Das Recht der Ratsmitglieder, die Verwaltung zu Sachthemen zu befragen, ist so bedeutend, dass es ausdrücklich in der Gemeindeordnung normiert ist: “Jedes Ratsmitglied ist berechtigt, in allen Angelegenheiten der Gemeinde und ihrer Verwaltung schriftliche oder in einer Sitzung mündliche Anfragen” an die Oberbürgermeisterin zu richten. So steht es wörtlich auch im Kommunalbrevier, das Dr. Kaster-Meurer höchstpersönlich jedem einzelnen Ratsmitglied übergeben hat. Gestern war der Punkt “Anfragen” ausdrücklich auf der Tagesordnung des Hauptausschusses vermerkt.

Manfred Rapp (vorn) stellt Fragen, Wolf-Dieter Behrendt (Fraktion FWG / BüFEP, mitte) und Heiko Kraft (SPD, hinten) hören interessiert zu.

Und Manfred Rapp nutzte das. Der CDU-Fraktionsvorsitzende stellte drei Anfragen zu Sachverhalten, für die die Oberbürgermeisterin persönlich verantwortlich ist. So wollte er wissen, wie nach fünf (!) Jahren und unzähligen Beratungen der Sachstand in der Frage der neuen Fähre fürs Übersetzen zum Huttental ist.
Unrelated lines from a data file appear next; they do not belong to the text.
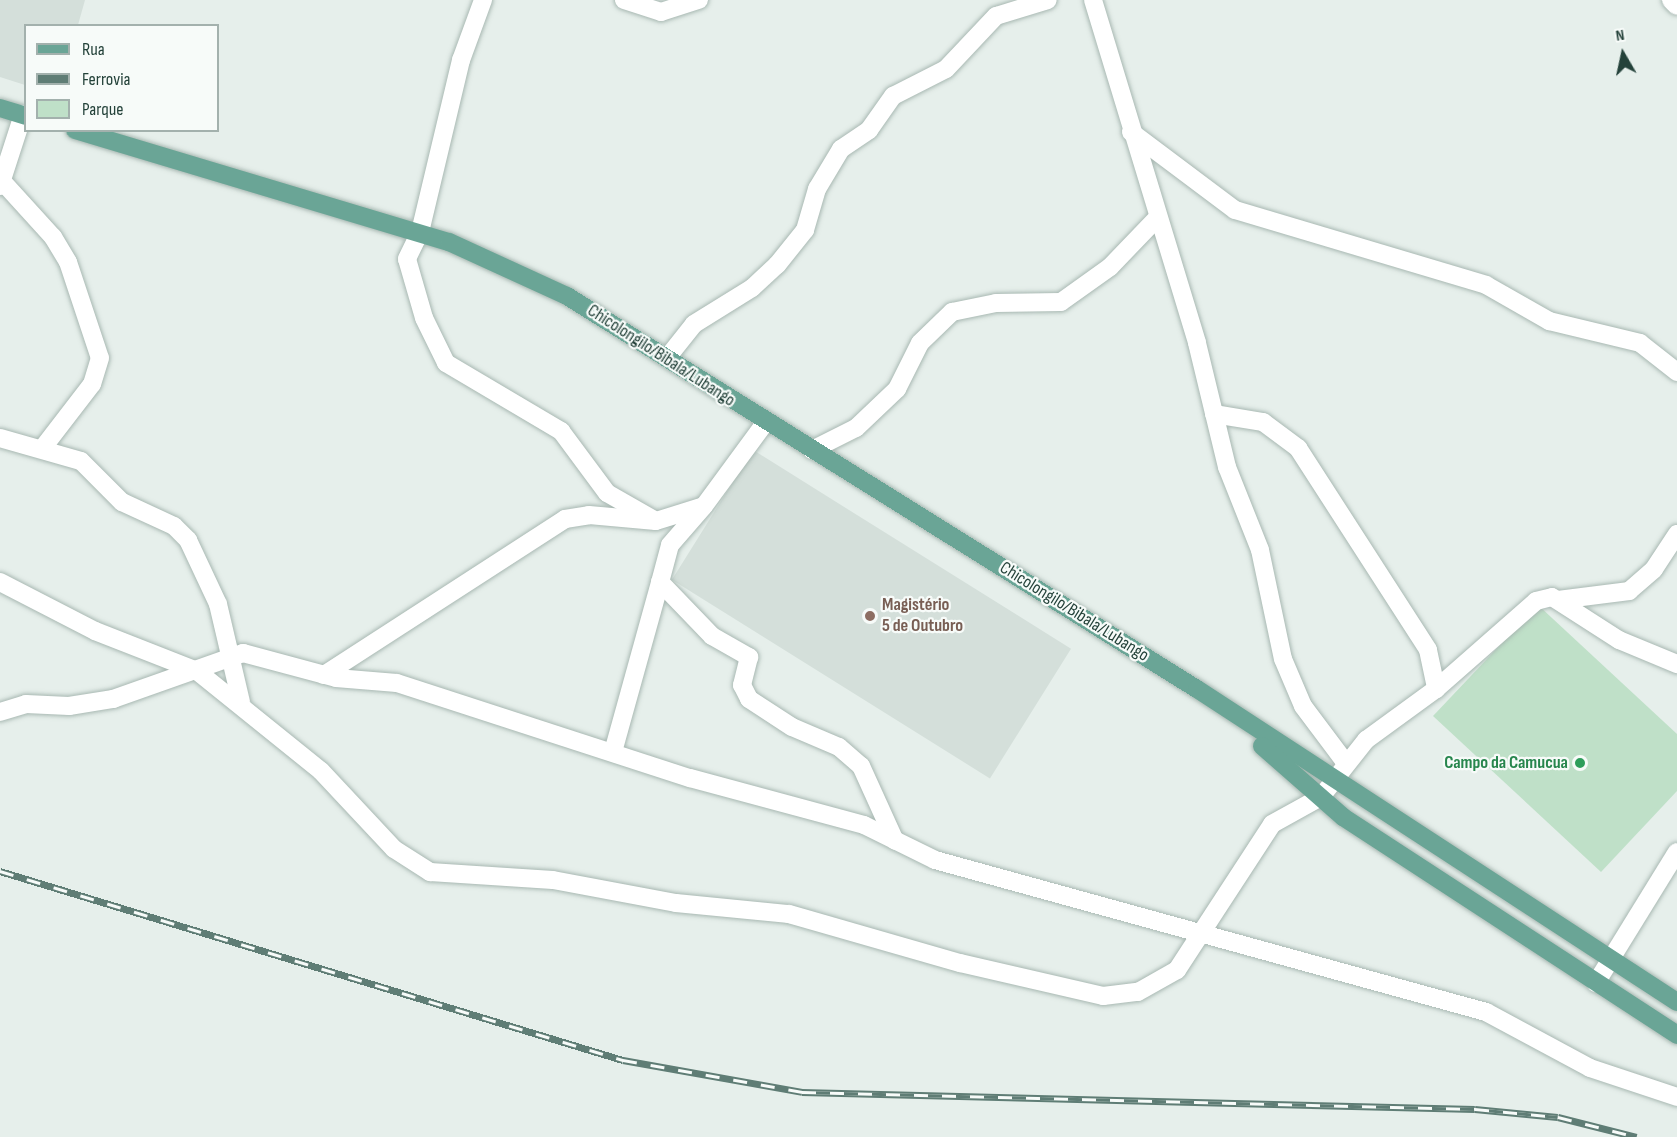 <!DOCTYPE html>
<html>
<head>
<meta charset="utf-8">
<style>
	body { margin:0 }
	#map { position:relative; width:1677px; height:1137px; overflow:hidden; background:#e6efeb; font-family:"Sofia Sans Condensed",sans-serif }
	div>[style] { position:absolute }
	.built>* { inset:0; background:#d4dfda; transform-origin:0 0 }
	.green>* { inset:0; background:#bfe0c8 }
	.roads { filter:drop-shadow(0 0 2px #a8b8b2) drop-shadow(0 0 2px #a8b8b2) }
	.minor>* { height:18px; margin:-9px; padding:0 9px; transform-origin:9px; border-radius:9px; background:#fff }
	.major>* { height:18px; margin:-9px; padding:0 9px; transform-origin:9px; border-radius:9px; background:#6aa596 }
	.rail>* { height:7px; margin-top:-3.5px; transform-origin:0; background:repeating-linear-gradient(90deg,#f7fbf9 0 14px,#5f7d75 0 28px); box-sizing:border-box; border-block:2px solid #5f7d75 }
	.dots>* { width:16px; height:16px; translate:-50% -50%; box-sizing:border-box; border:3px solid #f7fbf9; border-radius:50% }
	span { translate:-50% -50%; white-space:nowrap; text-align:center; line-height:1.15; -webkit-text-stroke:4.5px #f7fbf9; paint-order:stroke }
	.street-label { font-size:18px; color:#24423a }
	.education-label { font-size:18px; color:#785e54; font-weight:700 }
	.left { translate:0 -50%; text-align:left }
	.leisure-label { font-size:18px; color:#27864d; font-weight:700 }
	.right { translate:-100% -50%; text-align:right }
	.legend { position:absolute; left:24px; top:24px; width:195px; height:108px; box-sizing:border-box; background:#f7fbf9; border:2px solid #a3b1ad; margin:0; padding:8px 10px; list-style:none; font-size:18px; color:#24423a }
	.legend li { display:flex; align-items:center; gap:12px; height:30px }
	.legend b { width:30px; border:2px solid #a3b1ad }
	.north { position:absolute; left:1593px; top:24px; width:60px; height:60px; -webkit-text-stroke:4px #f7fbf9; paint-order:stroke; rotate:351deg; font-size:16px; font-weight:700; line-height:24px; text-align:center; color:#24423a }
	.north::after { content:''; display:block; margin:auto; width:21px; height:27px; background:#24423a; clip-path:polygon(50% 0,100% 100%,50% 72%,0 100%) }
</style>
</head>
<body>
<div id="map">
	<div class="built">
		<i style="clip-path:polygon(0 0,85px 0,78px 25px,26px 26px,25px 85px,0 77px)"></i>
		<i style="left:753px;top:450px;width:375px;height:153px;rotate:32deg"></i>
	</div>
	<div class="green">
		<i style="clip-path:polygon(1538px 605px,1677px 734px,1677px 791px,1601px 872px,1433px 716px)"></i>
	</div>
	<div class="roads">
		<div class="minor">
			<i style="left:483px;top:0;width:64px;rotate:110.1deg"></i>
			<i style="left:461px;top:60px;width:177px;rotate:103.4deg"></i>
			<i style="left:420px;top:232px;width:30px;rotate:116deg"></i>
			<i style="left:407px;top:259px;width:61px;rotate:73.9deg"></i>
			<i style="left:424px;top:318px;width:50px;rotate:63.9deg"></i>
			<i style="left:446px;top:363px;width:134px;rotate:30.6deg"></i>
			<i style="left:561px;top:431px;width:77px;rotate:53.4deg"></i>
			<i style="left:607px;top:493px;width:56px;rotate:29.7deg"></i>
			<i style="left:624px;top:0;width:39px;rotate:18deg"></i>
			<i style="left:661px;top:12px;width:40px;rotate:-18deg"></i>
			<i style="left:1093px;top:0;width:358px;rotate:73.1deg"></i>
			<i style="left:1197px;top:343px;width:128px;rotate:76.4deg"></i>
			<i style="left:1227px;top:467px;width:89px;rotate:68.3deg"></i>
			<i style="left:1260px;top:550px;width:111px;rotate:78.1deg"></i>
			<i style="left:1283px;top:659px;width:51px;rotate:66.9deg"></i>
			<i style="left:1303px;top:706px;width:70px;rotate:53.1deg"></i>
			<i style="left:1671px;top:0;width:8px;rotate:45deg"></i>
			<i style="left:1131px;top:132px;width:130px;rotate:36.9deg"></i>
			<i style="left:1235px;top:210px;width:262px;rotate:16.6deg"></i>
			<i style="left:1486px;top:285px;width:73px;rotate:29.7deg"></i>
			<i style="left:1549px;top:321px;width:94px;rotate:13.6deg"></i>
			<i style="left:1640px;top:343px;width:47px;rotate:38.1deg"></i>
			<i style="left:2px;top:181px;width:76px;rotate:47.7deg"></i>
			<i style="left:53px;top:237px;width:29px;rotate:59deg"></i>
			<i style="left:68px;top:262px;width:101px;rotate:71.6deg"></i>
			<i style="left:100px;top:358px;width:27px;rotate:107deg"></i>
			<i style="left:92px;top:384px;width:82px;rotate:127.6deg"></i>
			<i style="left:0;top:186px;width:75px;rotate:-72.1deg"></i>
			<i style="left:667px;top:358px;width:43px;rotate:-51.5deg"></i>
			<i style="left:694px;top:324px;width:68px;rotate:-31.8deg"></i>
			<i style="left:752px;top:288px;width:34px;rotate:-43deg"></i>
			<i style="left:777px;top:265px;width:45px;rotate:-51.3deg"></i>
			<i style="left:805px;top:230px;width:43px;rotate:-73.7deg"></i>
			<i style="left:817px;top:189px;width:47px;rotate:-59deg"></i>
			<i style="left:841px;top:149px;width:34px;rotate:-34deg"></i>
			<i style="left:869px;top:130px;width:42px;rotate:-54.8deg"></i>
			<i style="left:893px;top:96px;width:59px;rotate:-27deg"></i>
			<i style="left:946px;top:69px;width:73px;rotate:-46.7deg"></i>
			<i style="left:996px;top:16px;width:54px;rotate:-17.1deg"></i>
			<i style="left:1214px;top:414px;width:50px;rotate:9.3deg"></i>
			<i style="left:1263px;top:422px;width:44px;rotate:36.6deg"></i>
			<i style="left:1298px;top:448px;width:240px;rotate:57.2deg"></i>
			<i style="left:1428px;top:650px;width:40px;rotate:78deg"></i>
			<i style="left:0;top:438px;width:84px;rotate:15.9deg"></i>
			<i style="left:81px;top:461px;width:58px;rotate:45deg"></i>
			<i style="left:122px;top:502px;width:57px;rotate:24.8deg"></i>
			<i style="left:174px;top:526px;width:20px;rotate:45deg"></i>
			<i style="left:188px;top:540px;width:71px;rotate:64.9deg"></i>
			<i style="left:218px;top:604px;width:101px;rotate:76.8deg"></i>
			<i style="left:812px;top:450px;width:49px;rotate:-26.6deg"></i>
			<i style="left:856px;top:428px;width:57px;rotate:-43.6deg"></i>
			<i style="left:897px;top:389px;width:51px;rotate:-63.4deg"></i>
			<i style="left:920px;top:343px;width:45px;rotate:-44.1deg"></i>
			<i style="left:952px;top:312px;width:45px;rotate:-11.6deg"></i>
			<i style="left:996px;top:303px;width:65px;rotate:-0.9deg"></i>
			<i style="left:1061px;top:302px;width:60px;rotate:-35.5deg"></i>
			<i style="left:1110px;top:267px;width:68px;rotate:-46.2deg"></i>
			<i style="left:703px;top:507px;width:50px;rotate:131deg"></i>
			<i style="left:670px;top:545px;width:38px;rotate:105deg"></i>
			<i style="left:660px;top:582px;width:75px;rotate:46.1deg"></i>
			<i style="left:712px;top:636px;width:43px;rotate:29.6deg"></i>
			<i style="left:749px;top:657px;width:29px;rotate:104deg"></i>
			<i style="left:742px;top:685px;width:16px;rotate:63deg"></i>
			<i style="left:749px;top:699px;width:51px;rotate:33.1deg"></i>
			<i style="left:792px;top:727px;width:51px;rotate:23.1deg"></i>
			<i style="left:839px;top:747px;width:29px;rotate:41deg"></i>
			<i style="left:861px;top:766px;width:82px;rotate:65.6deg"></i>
			<i style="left:0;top:582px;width:107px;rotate:27.3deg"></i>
			<i style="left:95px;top:631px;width:110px;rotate:21.4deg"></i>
			<i style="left:197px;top:671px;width:159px;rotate:38.9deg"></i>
			<i style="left:321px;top:771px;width:107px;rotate:46.9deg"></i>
			<i style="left:394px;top:849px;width:43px;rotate:32.6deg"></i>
			<i style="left:430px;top:872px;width:123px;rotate:3.7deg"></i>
			<i style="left:553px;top:880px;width:125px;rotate:10.6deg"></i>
			<i style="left:676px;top:903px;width:114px;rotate:5.6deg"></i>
			<i style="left:789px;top:914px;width:178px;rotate:16deg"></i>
			<i style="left:960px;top:963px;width:147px;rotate:13deg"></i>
			<i style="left:1103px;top:996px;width:35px;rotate:-7deg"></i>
			<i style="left:1138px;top:992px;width:45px;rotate:-29.4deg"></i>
			<i style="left:1177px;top:970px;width:174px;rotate:-56.9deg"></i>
			<i style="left:1272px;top:824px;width:56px;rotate:-28.9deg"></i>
			<i style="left:1321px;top:797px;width:73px;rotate:-51.7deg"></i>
			<i style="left:1366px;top:740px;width:87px;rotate:-36.1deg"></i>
			<i style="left:1436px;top:689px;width:133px;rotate:-41.3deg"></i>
			<i style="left:1536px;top:601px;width:16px;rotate:-14deg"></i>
			<i style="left:1552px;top:597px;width:80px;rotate:32.7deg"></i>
			<i style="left:1619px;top:640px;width:63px;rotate:22.5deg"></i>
			<i style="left:1558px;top:600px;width:72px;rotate:-7.2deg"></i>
			<i style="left:1629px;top:591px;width:33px;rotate:-41deg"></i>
			<i style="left:1654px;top:569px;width:42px;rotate:-56.7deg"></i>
			<i style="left:324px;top:675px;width:287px;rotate:-32.9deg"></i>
			<i style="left:565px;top:519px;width:24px;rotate:-9deg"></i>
			<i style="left:589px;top:515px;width:67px;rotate:5.1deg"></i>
			<i style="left:656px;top:521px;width:50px;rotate:-17.4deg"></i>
			<i style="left:704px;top:506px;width:103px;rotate:-53.7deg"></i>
			<i style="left:0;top:712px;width:27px;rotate:-17deg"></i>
			<i style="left:26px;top:704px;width:43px;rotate:2.7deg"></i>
			<i style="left:69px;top:706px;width:45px;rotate:-9deg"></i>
			<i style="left:113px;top:699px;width:138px;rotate:-19.5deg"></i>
			<i style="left:243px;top:653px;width:96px;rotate:15deg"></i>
			<i style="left:336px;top:678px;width:61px;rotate:4.7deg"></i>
			<i style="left:397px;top:683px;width:308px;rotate:18deg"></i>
			<i style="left:690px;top:778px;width:180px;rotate:15.1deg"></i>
			<i style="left:864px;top:825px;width:79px;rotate:26.2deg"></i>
			<i style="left:935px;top:860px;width:572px;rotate:15.42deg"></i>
			<i style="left:1486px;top:1012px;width:118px;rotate:28.3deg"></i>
			<i style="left:1590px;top:1068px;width:92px;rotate:18.4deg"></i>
			<i style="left:613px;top:752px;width:176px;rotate:-74.5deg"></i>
			<i style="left:1596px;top:983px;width:154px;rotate:-58.3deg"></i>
		</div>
		<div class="major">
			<i style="left:0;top:108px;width:27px;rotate:17deg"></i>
			<i style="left:75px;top:130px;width:390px;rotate:16.7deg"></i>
			<i style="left:449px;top:242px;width:130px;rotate:24.6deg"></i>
			<i style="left:567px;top:296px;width:743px;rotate:31.96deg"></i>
			<i style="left:1197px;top:689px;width:573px;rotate:33.11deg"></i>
			<i style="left:1262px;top:746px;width:108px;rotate:41.2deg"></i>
			<i style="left:1343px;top:817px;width:399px;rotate:33.1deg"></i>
		</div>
	</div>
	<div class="rail">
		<i style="left:0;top:871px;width:651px;rotate:16.88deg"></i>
		<i style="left:623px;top:1060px;width:182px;rotate:10.1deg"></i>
		<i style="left:802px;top:1092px;width:673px;rotate:1.45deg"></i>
		<i style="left:1475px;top:1109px;width:83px;rotate:5.5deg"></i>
		<i style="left:1558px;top:1117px;width:81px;rotate:14.2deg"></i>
	</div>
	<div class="dots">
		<i style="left:870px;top:616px;background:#8d6e63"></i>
		<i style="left:1580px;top:763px;background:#2e9e5b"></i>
	</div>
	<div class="street-label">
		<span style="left:661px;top:356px;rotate:33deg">Chicolongilo/Bibala/Lubango</span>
		<span style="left:1074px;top:612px;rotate:32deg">Chicolongilo/Bibala/Lubango</span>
	</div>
	<div class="education-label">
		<span class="left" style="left:882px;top:616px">Magistério<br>5 de Outubro</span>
	</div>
	<div class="leisure-label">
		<span class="right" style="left:1568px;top:763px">Campo da Camucua</span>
	</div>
	<ul class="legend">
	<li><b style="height:8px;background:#6aa596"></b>Rua</li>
	<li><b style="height:8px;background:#5f7d75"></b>Ferrovia</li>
	<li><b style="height:16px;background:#bfe0c8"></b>Parque</li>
	</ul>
	<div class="north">N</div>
</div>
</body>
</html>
Einen Sachstandsbericht erbat Rapp weiterhin zu der 2015 beschlossenen Sanierung des Casinogebäudes, das trotz fertiggestellter Fassade an der Süd- und Westseite immer noch von einem häßlichen Bauzaun umgeben ist.

Schließlich wollte Rapp wissen, wann die vor Jahren in Bad Münster von einem Investor rechtswidrig gefällten Bäume endlich nachgepflanzt werden. Der Oberbürgermeisterin waren diese Fragen sichtlich unangenehm. Zunächst zischte sie schmallippig, die Fragen würden schriftlich beantwortet. Um Rapp dann verbal über den Mund zu fahren mit dem Hinweis, diese Fragen bezögen sich auf Themen des Planungsauschusses, er solle doch bitte Themen des Hauptausschusses nachfragen.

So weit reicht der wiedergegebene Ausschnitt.